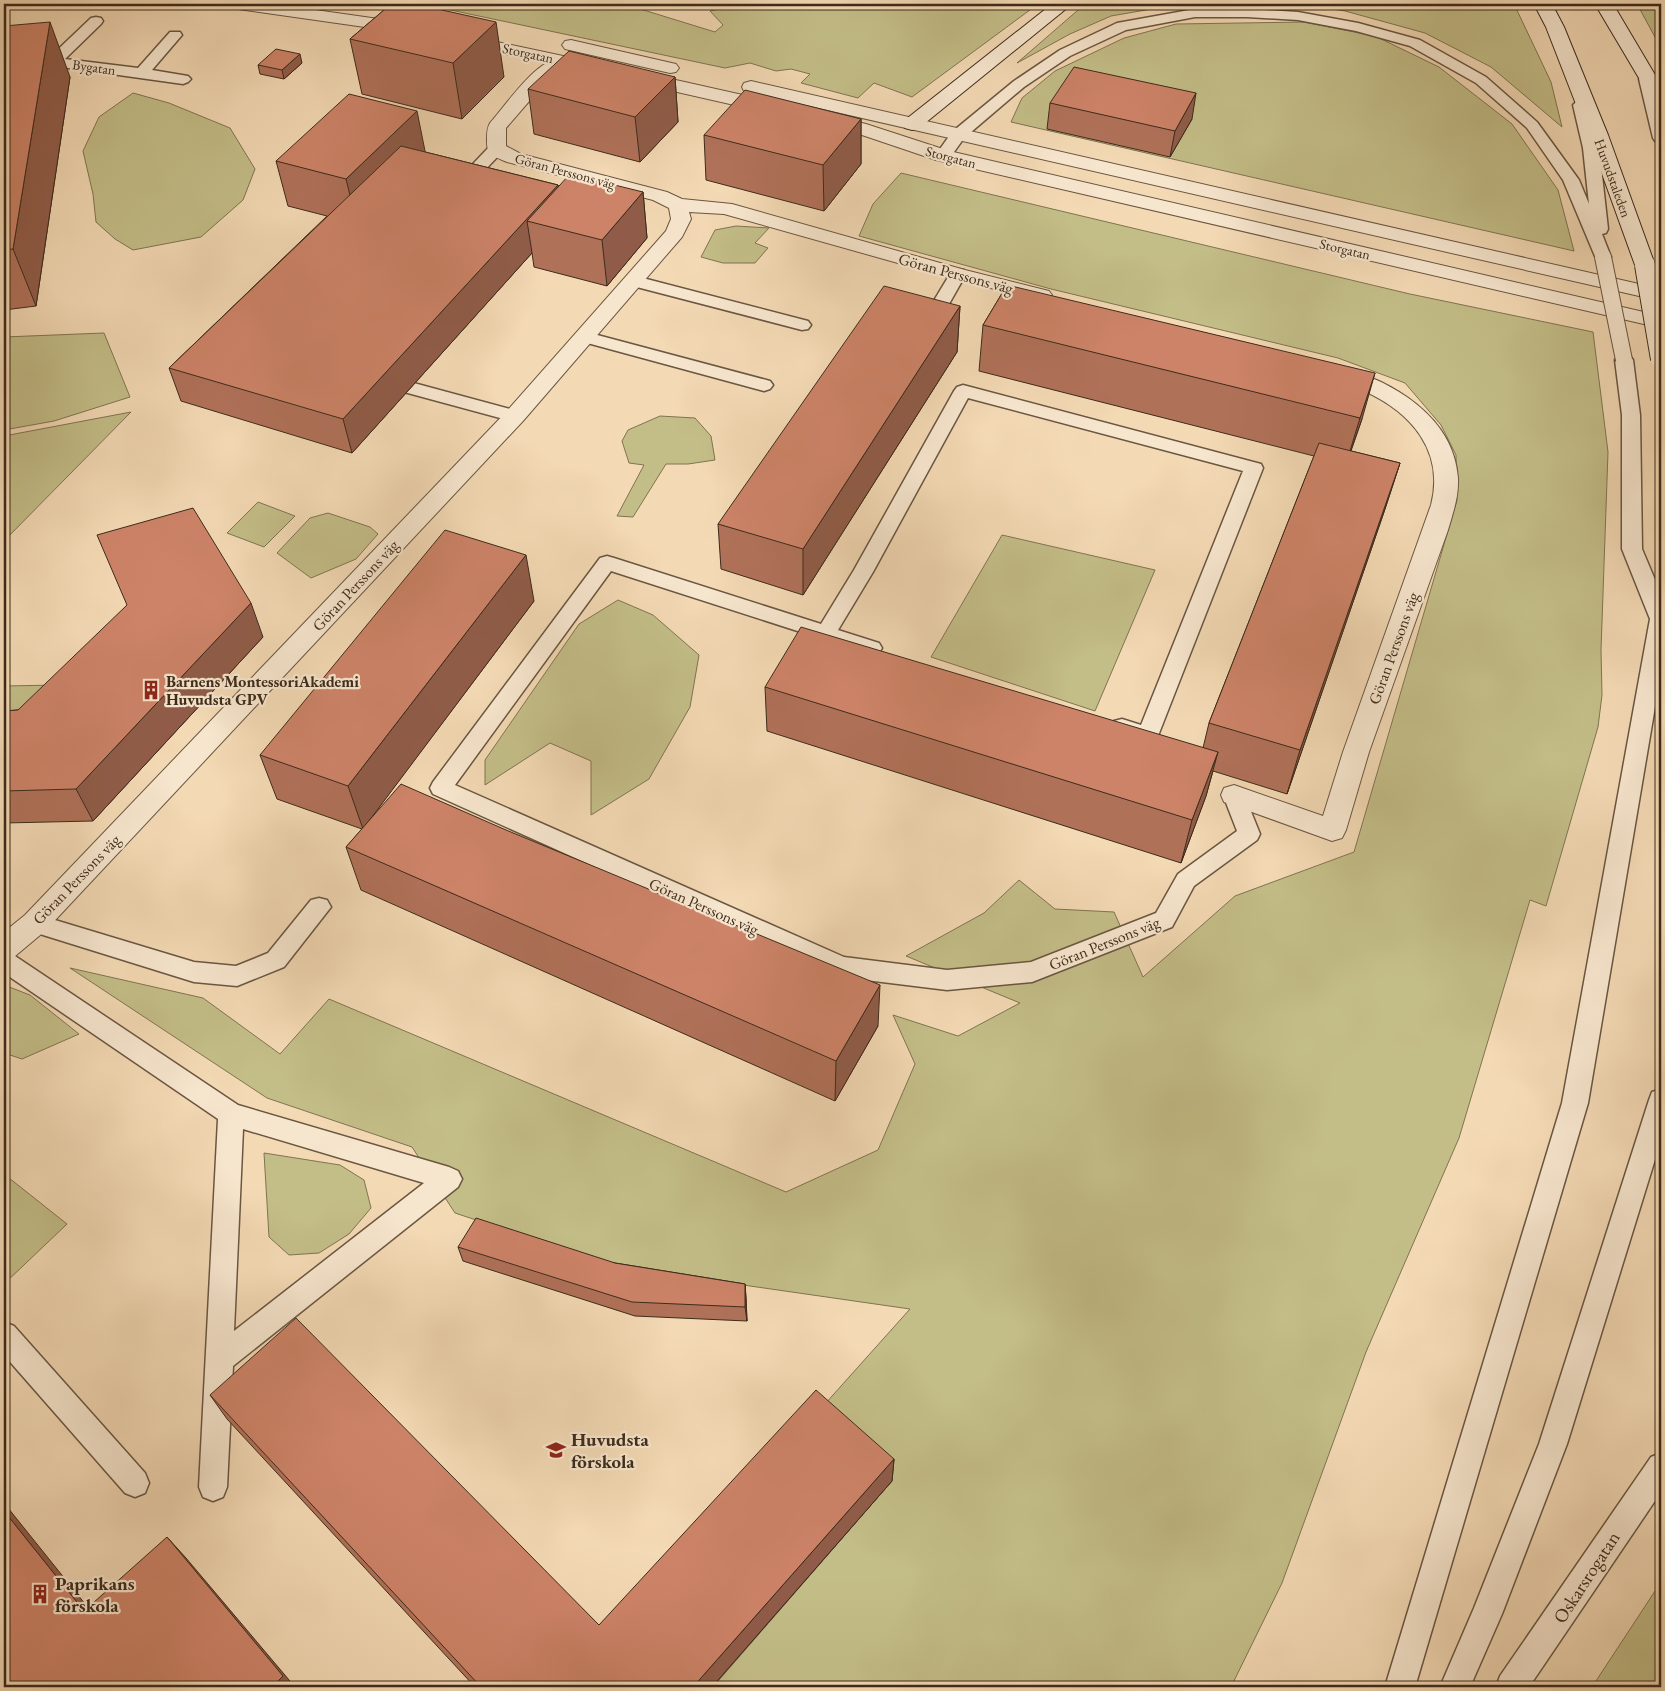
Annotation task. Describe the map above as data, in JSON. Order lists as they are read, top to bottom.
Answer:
{
  "streets": {
    "street": ["Storgatan", "Göran Perssons väg", "Huvudstaleden"],
    "lane": ["Bygatan", "Oskarsrogatan"]
  },
  "crossings": [
    ["Storgatan", "Göran Perssons väg"]
  ],
  "places": {
    "building": ["Barnens MontessoriAkademi Huvudsta GPV", "Paprikans förskola"],
    "school or university": ["Huvudsta förskola"]
  }
}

= AIM OF THE EXERCISE =
Leaving out the pictures, repeat the data above exactly.

= ANSWER FOR THE TASK =
Annotation task. Describe the map above as data, in JSON. Order lists as they are read, top to bottom.
Answer:
{
  "streets": {
    "street": ["Storgatan", "Göran Perssons väg", "Huvudstaleden"],
    "lane": ["Bygatan", "Oskarsrogatan"]
  },
  "crossings": [
    ["Storgatan", "Göran Perssons väg"]
  ],
  "places": {
    "building": ["Barnens MontessoriAkademi Huvudsta GPV", "Paprikans förskola"],
    "school or university": ["Huvudsta förskola"]
  }
}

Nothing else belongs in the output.